**ABOUT THIS TASK:** Copy exactly every line below, from the first through the one that contains "ring dip: (217, 118)", and skip all pictures.

### RECORDS

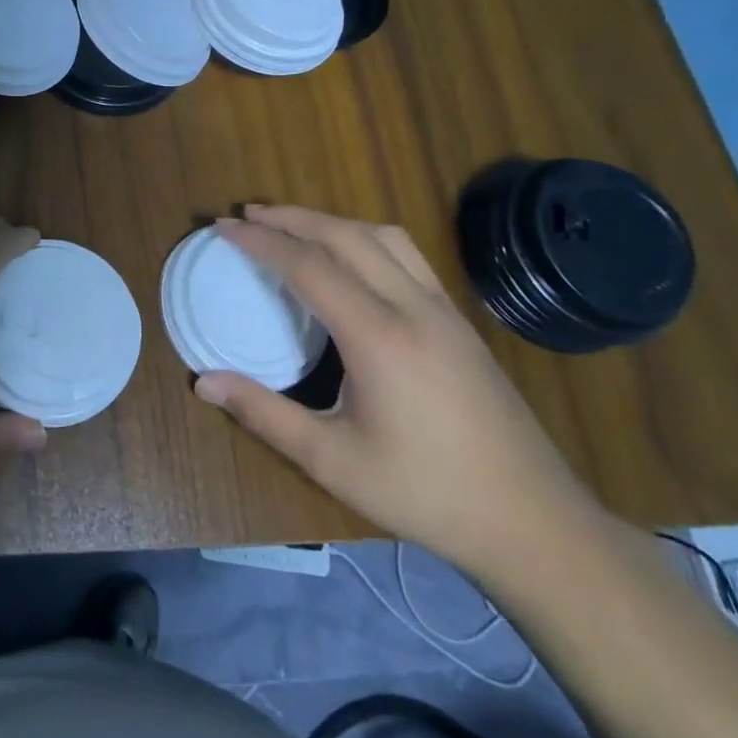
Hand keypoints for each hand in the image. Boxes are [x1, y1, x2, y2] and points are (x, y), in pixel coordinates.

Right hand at [193, 206, 600, 579]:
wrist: (535, 523)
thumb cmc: (426, 493)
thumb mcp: (333, 461)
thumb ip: (264, 414)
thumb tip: (202, 381)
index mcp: (378, 337)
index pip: (309, 266)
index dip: (261, 241)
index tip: (224, 227)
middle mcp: (413, 308)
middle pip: (346, 236)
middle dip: (292, 217)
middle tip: (248, 214)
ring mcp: (444, 311)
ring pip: (384, 238)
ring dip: (332, 222)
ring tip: (293, 226)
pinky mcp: (460, 323)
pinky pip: (408, 257)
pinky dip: (365, 239)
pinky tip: (350, 260)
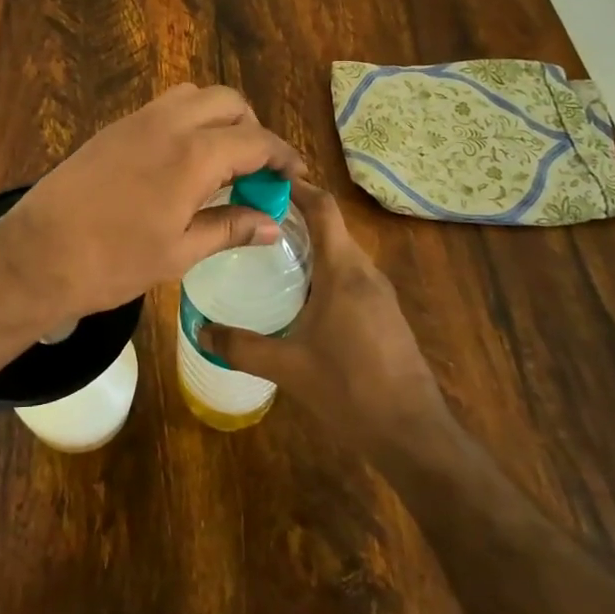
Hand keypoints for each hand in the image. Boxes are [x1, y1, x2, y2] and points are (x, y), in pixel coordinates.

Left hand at [0, 85, 304, 330]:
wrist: (37, 254)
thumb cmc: (113, 262)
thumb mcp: (179, 252)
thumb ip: (230, 228)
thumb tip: (272, 224)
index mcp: (193, 155)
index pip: (256, 141)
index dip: (282, 157)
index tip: (294, 176)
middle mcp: (169, 124)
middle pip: (228, 102)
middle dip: (252, 128)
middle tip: (254, 170)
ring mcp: (137, 120)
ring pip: (193, 96)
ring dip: (217, 118)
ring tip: (219, 161)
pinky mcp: (113, 128)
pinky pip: (163, 107)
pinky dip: (186, 121)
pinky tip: (180, 162)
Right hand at [200, 183, 451, 448]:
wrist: (413, 433)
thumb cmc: (350, 389)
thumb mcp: (288, 367)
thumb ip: (242, 347)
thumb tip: (200, 331)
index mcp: (344, 271)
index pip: (323, 209)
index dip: (297, 187)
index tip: (265, 180)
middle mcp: (366, 273)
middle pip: (331, 228)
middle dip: (296, 217)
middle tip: (253, 219)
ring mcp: (380, 294)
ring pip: (342, 253)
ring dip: (311, 246)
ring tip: (269, 253)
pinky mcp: (385, 315)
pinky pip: (351, 277)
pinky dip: (324, 271)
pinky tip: (300, 296)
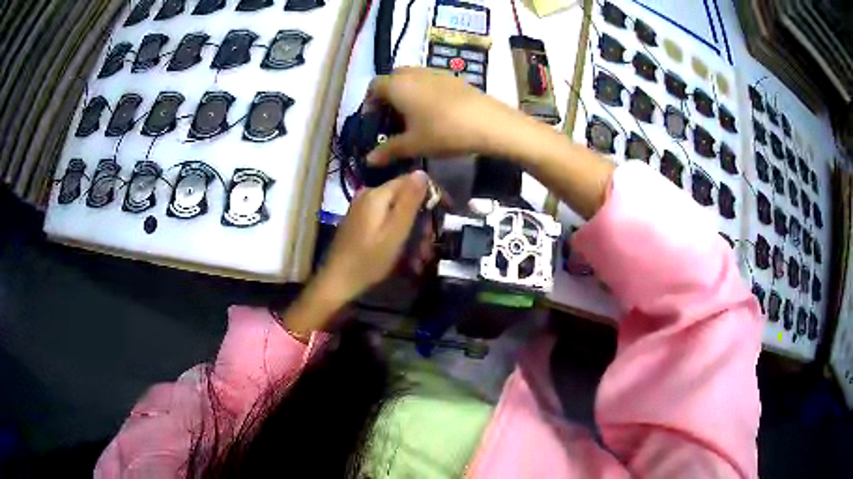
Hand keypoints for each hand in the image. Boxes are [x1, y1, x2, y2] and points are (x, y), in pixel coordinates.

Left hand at [315, 171, 428, 303]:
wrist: (338, 281)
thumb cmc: (369, 260)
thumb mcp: (395, 232)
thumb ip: (409, 201)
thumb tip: (422, 172)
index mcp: (377, 194)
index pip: (411, 181)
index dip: (432, 194)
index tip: (447, 212)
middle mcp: (368, 195)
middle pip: (404, 198)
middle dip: (421, 221)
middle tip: (429, 247)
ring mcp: (362, 209)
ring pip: (397, 213)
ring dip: (412, 233)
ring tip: (419, 259)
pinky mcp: (360, 222)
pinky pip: (386, 221)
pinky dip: (399, 236)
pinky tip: (406, 257)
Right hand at [366, 67, 526, 164]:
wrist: (488, 123)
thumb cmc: (443, 132)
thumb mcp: (413, 145)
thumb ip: (387, 151)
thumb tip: (368, 160)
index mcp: (398, 85)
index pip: (374, 86)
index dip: (369, 103)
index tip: (374, 122)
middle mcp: (413, 73)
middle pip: (393, 79)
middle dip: (388, 97)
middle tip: (392, 120)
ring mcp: (435, 72)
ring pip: (412, 79)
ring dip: (407, 94)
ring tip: (413, 118)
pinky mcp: (453, 78)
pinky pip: (429, 81)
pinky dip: (424, 93)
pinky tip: (434, 114)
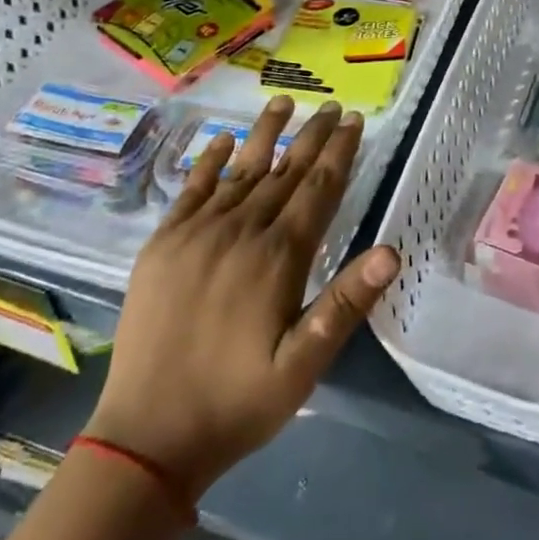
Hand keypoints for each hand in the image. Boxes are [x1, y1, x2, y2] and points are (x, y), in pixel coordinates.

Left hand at [84, 97, 399, 499]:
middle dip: (313, 135)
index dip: (340, 152)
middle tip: (333, 106)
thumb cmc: (238, 402)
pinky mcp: (162, 245)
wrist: (147, 438)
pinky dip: (210, 161)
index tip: (356, 121)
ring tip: (283, 101)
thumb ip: (346, 304)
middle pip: (285, 171)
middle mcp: (240, 232)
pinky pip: (191, 190)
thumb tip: (391, 251)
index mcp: (278, 257)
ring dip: (266, 134)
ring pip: (242, 170)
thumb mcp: (304, 364)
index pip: (318, 188)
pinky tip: (225, 139)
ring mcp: (196, 235)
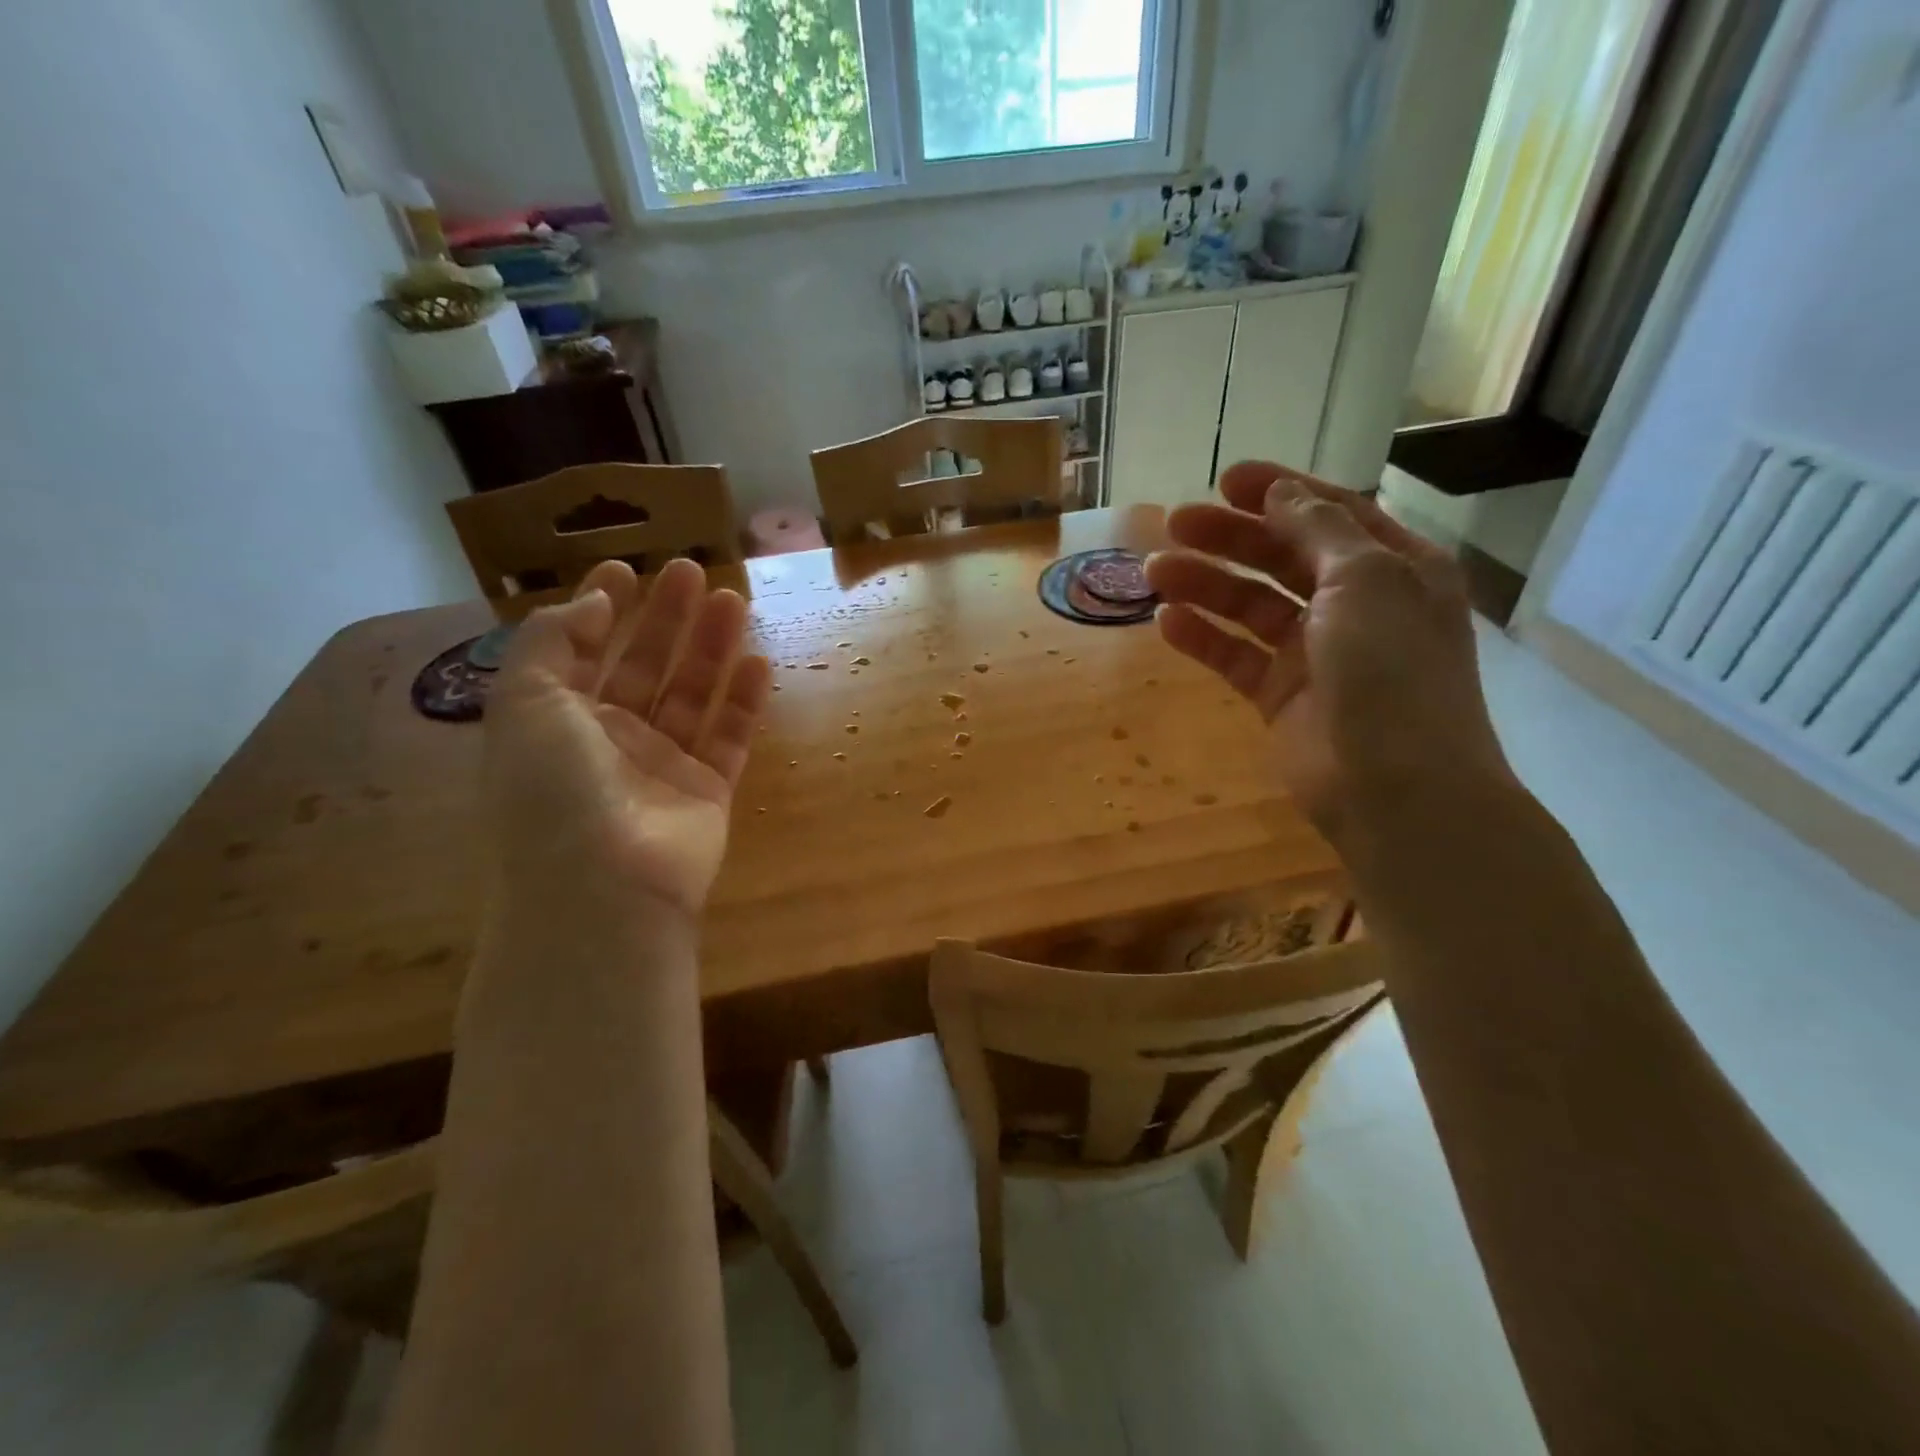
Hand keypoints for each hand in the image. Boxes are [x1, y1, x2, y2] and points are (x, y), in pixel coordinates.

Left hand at [482, 558, 771, 919]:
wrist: (603, 888)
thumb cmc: (554, 790)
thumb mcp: (526, 702)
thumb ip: (553, 641)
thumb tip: (595, 603)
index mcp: (556, 721)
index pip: (581, 652)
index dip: (601, 609)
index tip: (626, 569)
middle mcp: (608, 741)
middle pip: (643, 667)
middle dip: (666, 619)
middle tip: (693, 572)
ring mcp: (661, 767)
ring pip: (692, 695)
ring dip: (711, 648)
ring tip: (734, 601)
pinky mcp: (707, 791)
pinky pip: (729, 737)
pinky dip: (744, 701)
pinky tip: (759, 662)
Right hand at [1146, 461, 1515, 843]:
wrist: (1396, 787)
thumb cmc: (1392, 670)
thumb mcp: (1365, 580)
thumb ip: (1318, 530)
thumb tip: (1282, 493)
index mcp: (1392, 568)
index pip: (1330, 513)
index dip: (1279, 491)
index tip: (1225, 479)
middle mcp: (1355, 604)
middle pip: (1282, 556)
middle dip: (1230, 537)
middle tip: (1173, 523)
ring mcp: (1315, 653)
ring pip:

######

**OUTPUT OF THE TASK:**
Hand keypoints for each hand in the image. Boxes are [x1, y1, x2, y2] and points are (x, y), in pixel coordinates.

Right hand at [193, 206, 600, 579]:
wrist: (535, 523)
thumb cmc: (426, 493)
thumb mcp: (333, 461)
thumb ip: (264, 414)
thumb tip: (202, 381)
index mcp: (378, 337)
index pip: (309, 266)
index dip: (261, 241)
index tip: (224, 227)
middle mcp: (413, 308)
middle pip: (346, 236)
middle dip: (292, 217)
middle tip: (248, 214)
ring mcp: (444, 311)
ring pip: (384, 238)
ring dip: (332, 222)
ring tip: (293, 226)
pinky mcp: (460, 323)
pinky pip: (408, 257)
pinky dip: (365, 239)
pinky tip: (350, 260)
Hand keypoints for each hand in the image. Boxes are [x1, y1, x2, y2] and points are (x, y), in pixel coordinates.

Left hand at [0, 85, 304, 330]:
wrist: (37, 254)
thumb cmc: (113, 262)
thumb mcp: (179, 252)
thumb ip: (230, 228)
thumb tip: (272, 224)
index mcp: (193, 155)
index pip: (256, 141)
index dip: (282, 157)
index tip: (294, 176)
middle mcp: (169, 124)
middle pip: (228, 102)
middle dip: (252, 128)
middle tip: (254, 170)
ring mcp: (137, 120)
ring pip: (193, 96)
ring dip: (217, 118)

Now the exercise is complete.